The Houthis “will continue to take all procedures to defend and attack as part of its legitimate right to defend our dear Yemen, and we confirm our continued solidarity with the wronged Palestinian people,” he said.

The Houthis have repeatedly said that they are acting in support of the people of Gaza, though many of the group’s targets have had no clear connection to Israel.

Identifying Houthi targets is proving to be challenging for U.S. forces. American and other Western intelligence agencies have not spent significant time or resources in recent years collecting data on the location of Houthi weapons sites, the two U.S. officials said.

That all changed after the Hamas attacks on Israel on Oct. 7, and the Israeli military’s responding ground campaign in Gaza.

U.S. analysts have been rushing to catch up and catalog potential Houthi targets every day, the officials said. The Houthis are an agile guerrilla fighting force and have been for decades, skilled in moving and hiding weapons, equipment and supplies.
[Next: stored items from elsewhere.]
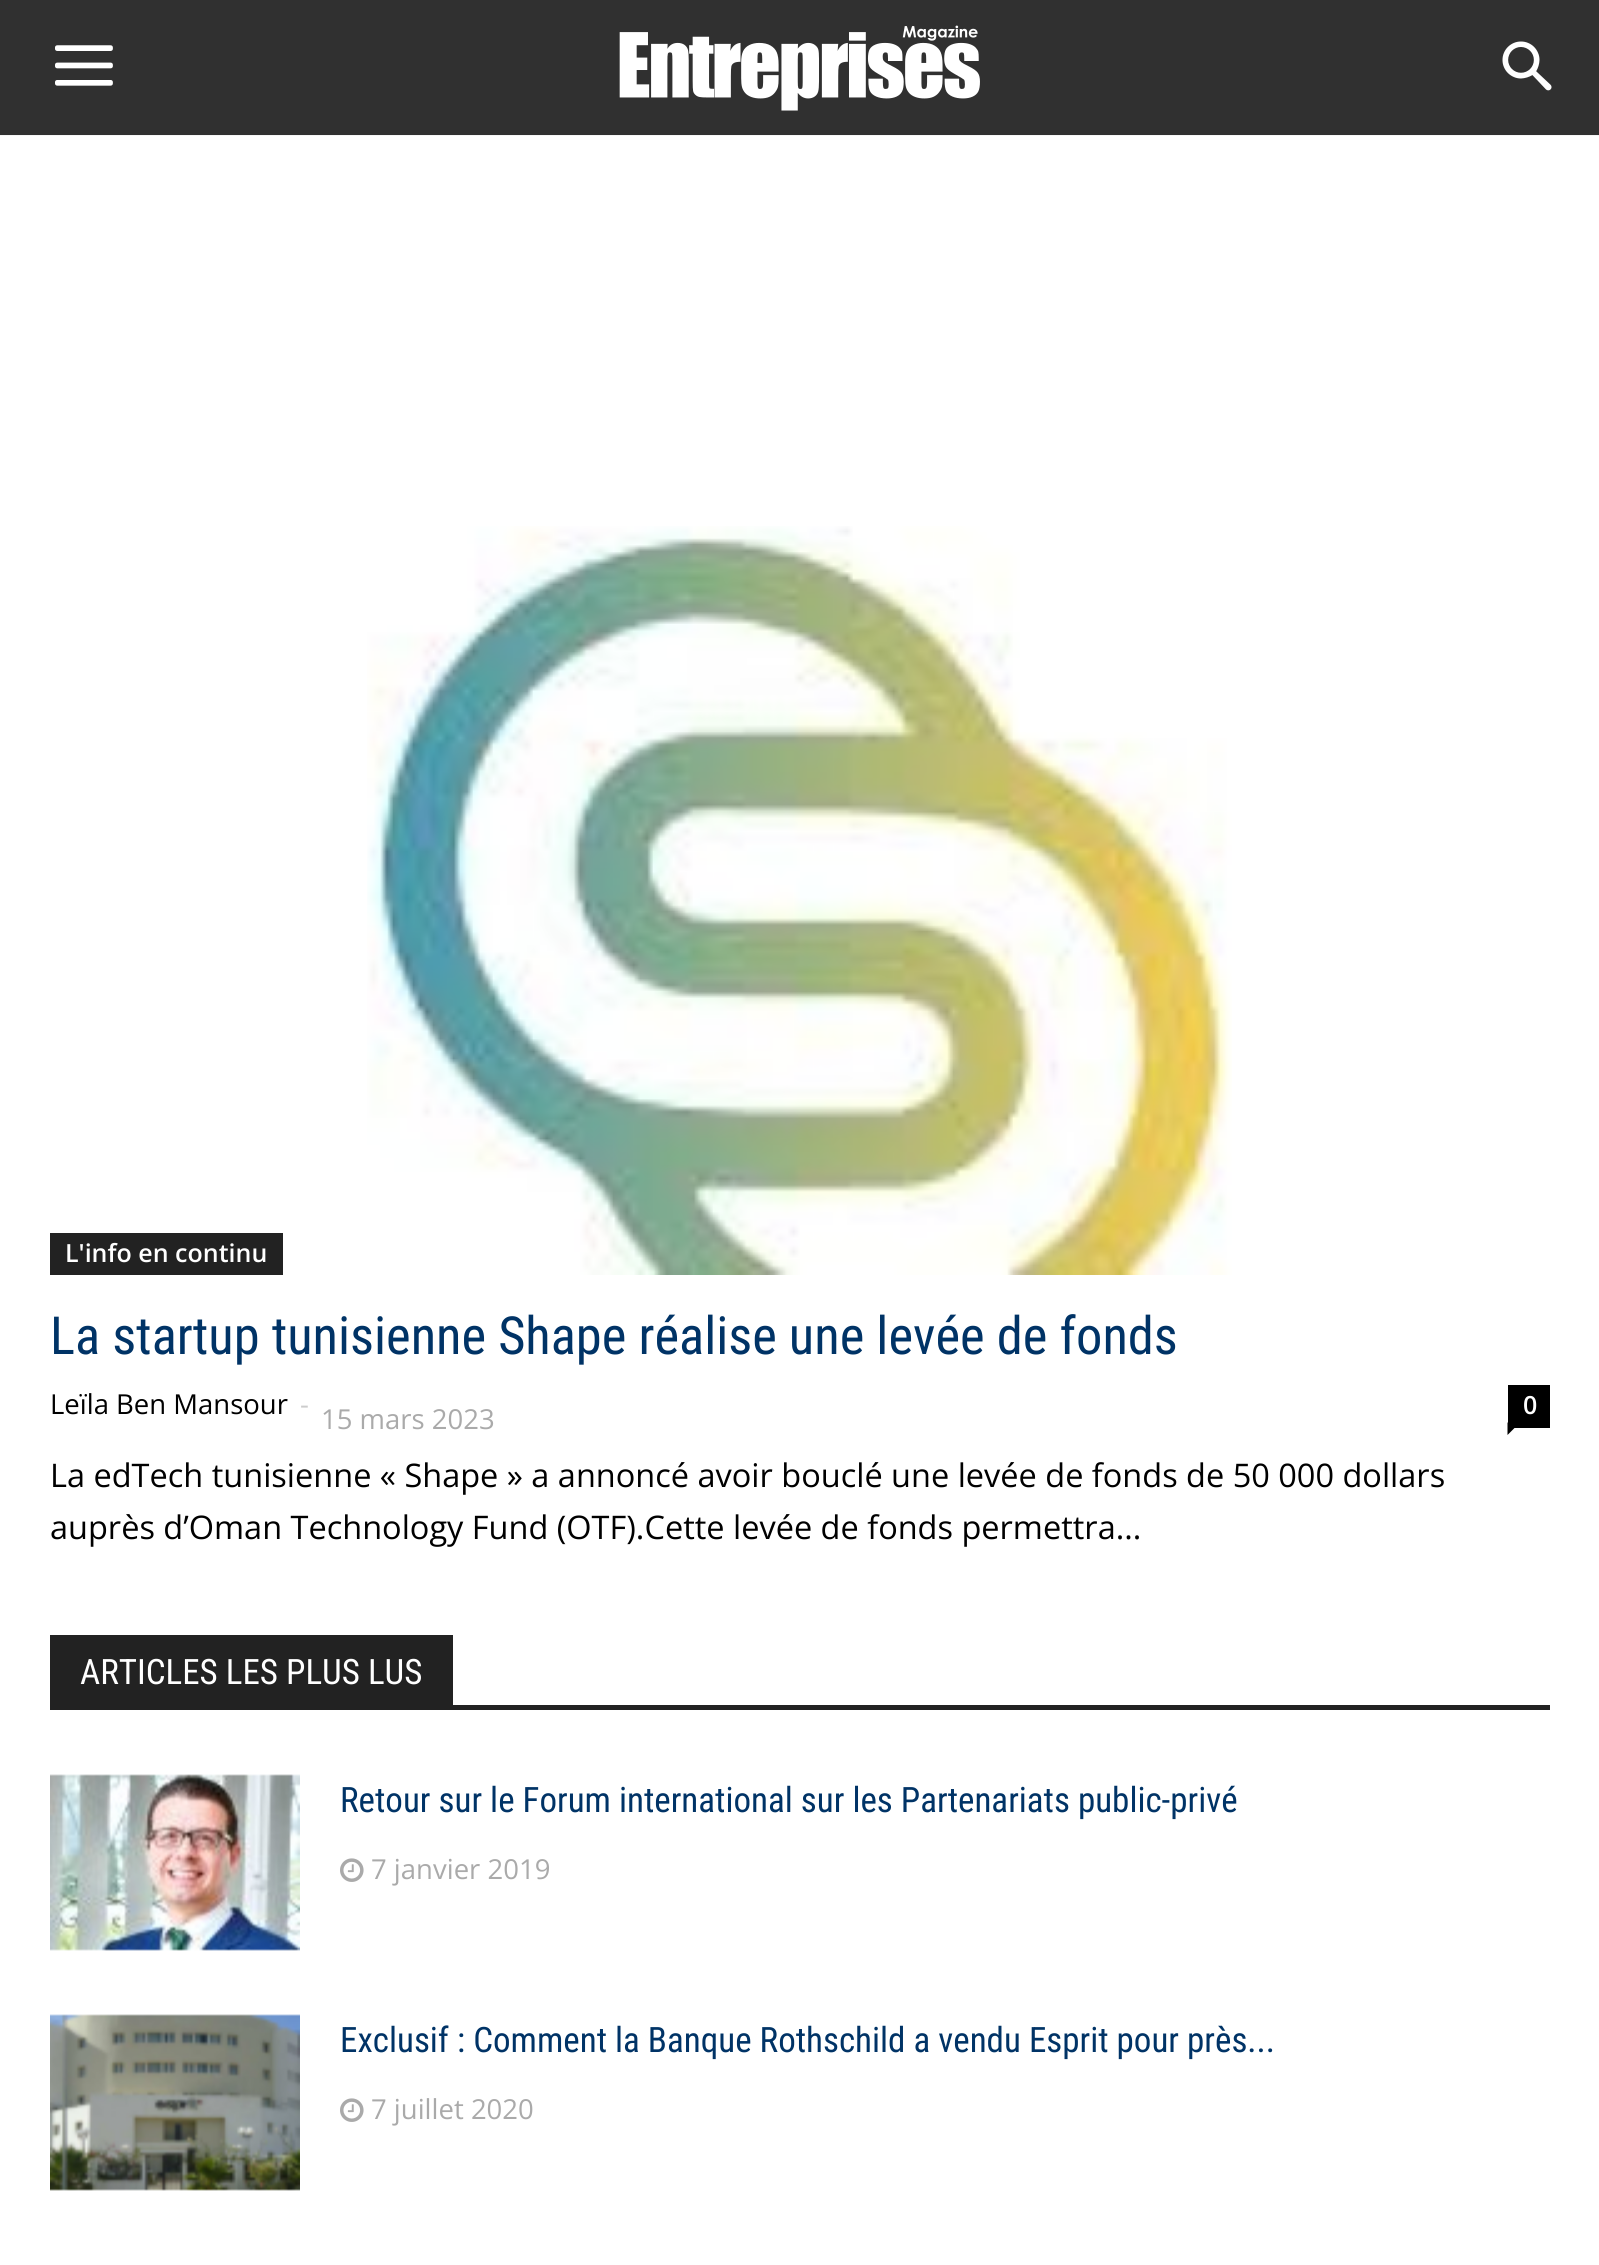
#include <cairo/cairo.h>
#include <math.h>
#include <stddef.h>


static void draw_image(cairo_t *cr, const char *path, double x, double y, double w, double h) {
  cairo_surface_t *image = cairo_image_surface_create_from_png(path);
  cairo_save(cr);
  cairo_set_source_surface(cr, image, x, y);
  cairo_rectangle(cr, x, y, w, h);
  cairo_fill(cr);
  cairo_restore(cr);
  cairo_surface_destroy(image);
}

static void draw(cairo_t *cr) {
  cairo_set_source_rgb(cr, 1, 1, 1);
  cairo_paint(cr);
  cairo_set_source_rgb(cr, 245 / 255.0, 245 / 255.0, 245 / 255.0);
  cairo_rectangle(cr, 0, 135, 1599, 1);
  cairo_fill(cr);
  cairo_set_source_rgb(cr, 48 / 255.0, 48 / 255.0, 48 / 255.0);
  cairo_rectangle(cr, 0, 0, 1599, 135);
  cairo_fill(cr);
  draw_image(cr, "images/1.png", 55, 45, 58, 41);
  draw_image(cr, "images/2.png", 619, 25, 361, 86);
  draw_image(cr, "images/3.png", 1502, 41, 50, 50);
  cairo_set_source_rgb(cr, 34 / 255.0, 34 / 255.0, 34 / 255.0);
  cairo_rectangle(cr, 50, 1233, 233, 42);
  cairo_fill(cr);
  draw_image(cr, "images/4.png", 367, 526, 865, 749);
  cairo_set_source_rgb(cr, 0, 0, 0);
  cairo_rectangle(cr, 1508, 1385, 42, 43);
  cairo_fill(cr);
  cairo_new_path(cr);
  cairo_move_to(cr, 1507.5, 1422.5);
  cairo_line_to(cr, 1520, 1422.5);
  cairo_line_to(cr, 1507.5, 1435);
  cairo_close_path(cr);
  cairo_fill(cr);
  cairo_set_source_rgb(cr, 34 / 255.0, 34 / 255.0, 34 / 255.0);
  cairo_rectangle(cr, 50, 1705, 1500, 5);
  cairo_fill(cr);
  cairo_rectangle(cr, 50, 1635, 403, 70);
  cairo_fill(cr);
  draw_image(cr, "images/5.png", 50, 1774, 250, 177);
  draw_image(cr, "images/6.png", 340, 1858, 24, 24);
  draw_image(cr, "images/7.png", 50, 2014, 250, 177);
  draw_image(cr, "images/6.png", 340, 2098, 24, 24);
  cairo_select_font_face(cr, "Open Sans SemiBold", CAIRO_FONT_SLANT_NORMAL, CAIRO_FONT_WEIGHT_NORMAL);
  cairo_set_font_size(cr, 25);
  cairo_set_source_rgb(cr, 1, 1, 1);
  cairo_move_to(cr, 65, 1262);
  cairo_show_text(cr, "L'info en continu");
  cairo_select_font_face(cr, "Roboto Condensed", CAIRO_FONT_SLANT_NORMAL, CAIRO_FONT_WEIGHT_NORMAL);
  cairo_set_font_size(cr, 52.5);
  cairo_set_source_rgb(cr, 0, 51 / 255.0, 102 / 255.0);
  cairo_move_to(cr, 50, 1354);
  cairo_show_text(cr, "La startup tunisienne Shape réalise une levée de fonds");
  cairo_select_font_face(cr, "Open Sans", CAIRO_FONT_SLANT_NORMAL, CAIRO_FONT_WEIGHT_NORMAL);
  cairo_set_font_size(cr, 27.5);
  cairo_set_source_rgb(cr, 0, 0, 0);
  cairo_move_to(cr, 50, 1414);
  cairo_show_text(cr, "Leïla Ben Mansour");
  cairo_set_source_rgb(cr, 204 / 255.0, 204 / 255.0, 204 / 255.0);
  cairo_move_to(cr, 300, 1414);
  cairo_show_text(cr, "-");
  cairo_select_font_face(cr, "Open Sans SemiBold", CAIRO_FONT_SLANT_NORMAL, CAIRO_FONT_WEIGHT_NORMAL);
  cairo_set_font_size(cr, 25);
  cairo_set_source_rgb(cr, 1, 1, 1);
  cairo_move_to(cr, 1523, 1414);
  cairo_show_text(cr, "0");
  cairo_select_font_face(cr, "Open Sans", CAIRO_FONT_SLANT_NORMAL, CAIRO_FONT_WEIGHT_NORMAL);
  cairo_set_font_size(cr, 27.5);
  cairo_set_source_rgb(cr, 170 / 255.0, 170 / 255.0, 170 / 255.0);
  cairo_move_to(cr, 321, 1429);
  cairo_show_text(cr, "15 mars 2023");
  cairo_set_font_size(cr, 32.5);
  cairo_set_source_rgb(cr, 0, 0, 0);
  cairo_move_to(cr, 50, 1487);
  cairo_show_text(cr, "La edTech tunisienne « Shape » a annoncé avoir bouclé une levée de fonds de 50 000 dollars");
  cairo_move_to(cr, 50, 1539);
  cairo_show_text(cr, "auprès d’Oman Technology Fund (OTF).Cette levée de fonds permettra...");
  cairo_select_font_face(cr, "Roboto Condensed", CAIRO_FONT_SLANT_NORMAL, CAIRO_FONT_WEIGHT_NORMAL);
  cairo_set_font_size(cr, 35);
  cairo_set_source_rgb(cr, 1, 1, 1);
  cairo_move_to(cr, 80, 1684);
  cairo_show_text(cr, "ARTICLES LES PLUS LUS");
  cairo_set_source_rgb(cr, 0, 51 / 255.0, 102 / 255.0);
  cairo_move_to(cr, 340, 1812);
  cairo_show_text(cr, "Retour sur le Forum international sur les Partenariats public-privé");
  cairo_select_font_face(cr, "Open Sans", CAIRO_FONT_SLANT_NORMAL, CAIRO_FONT_WEIGHT_NORMAL);
  cairo_set_font_size(cr, 27.5);
  cairo_set_source_rgb(cr, 170 / 255.0, 170 / 255.0, 170 / 255.0);
  cairo_move_to(cr, 371, 1879);
  cairo_show_text(cr, "7 janvier 2019");
  cairo_select_font_face(cr, "Roboto Condensed", CAIRO_FONT_SLANT_NORMAL, CAIRO_FONT_WEIGHT_NORMAL);
  cairo_set_font_size(cr, 35);
  cairo_set_source_rgb(cr, 0, 51 / 255.0, 102 / 255.0);
  cairo_move_to(cr, 340, 2052);
  cairo_show_text(cr, "Exclusif : Comment la Banque Rothschild a vendu Esprit pour près...");
  cairo_select_font_face(cr, "Open Sans", CAIRO_FONT_SLANT_NORMAL, CAIRO_FONT_WEIGHT_NORMAL);
  cairo_set_font_size(cr, 27.5);
  cairo_set_source_rgb(cr, 170 / 255.0, 170 / 255.0, 170 / 255.0);
  cairo_move_to(cr, 371, 2119);
  cairo_show_text(cr, "7 juillet 2020");
}

int main(void) {
  cairo_surface_t *surface = cairo_image_surface_create(CAIRO_FORMAT_RGB24, 1599, 2265);
  cairo_t *cr = cairo_create(surface);
  cairo_font_options_t *options = cairo_font_options_create();
  cairo_font_options_set_hint_metrics(options, CAIRO_HINT_METRICS_OFF);
  cairo_font_options_set_hint_style(options, CAIRO_HINT_STYLE_NONE);
  cairo_set_font_options(cr, options);
  cairo_set_miter_limit(cr, 4);
  draw(cr);
  cairo_surface_write_to_png(surface, "out.png");
  cairo_font_options_destroy(options);
  cairo_destroy(cr);
  cairo_surface_destroy(surface);
  return 0;
}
Hitting pop-up targets on short notice, such as Tuesday’s strike, a practice the military calls dynamic targeting, would probably be an important part of any additional strikes that Biden and his commanders might order.

Senior administration officials and Pentagon aides say they are bracing for much larger retaliatory attacks from the Houthis, and American commanders are preparing a series of escalating responses, senior U.S. military officials said.

“We know they still have some capability,” said Kirby, a retired Navy admiral. “They still have time to make the right choice, which is to stop these reckless attacks.”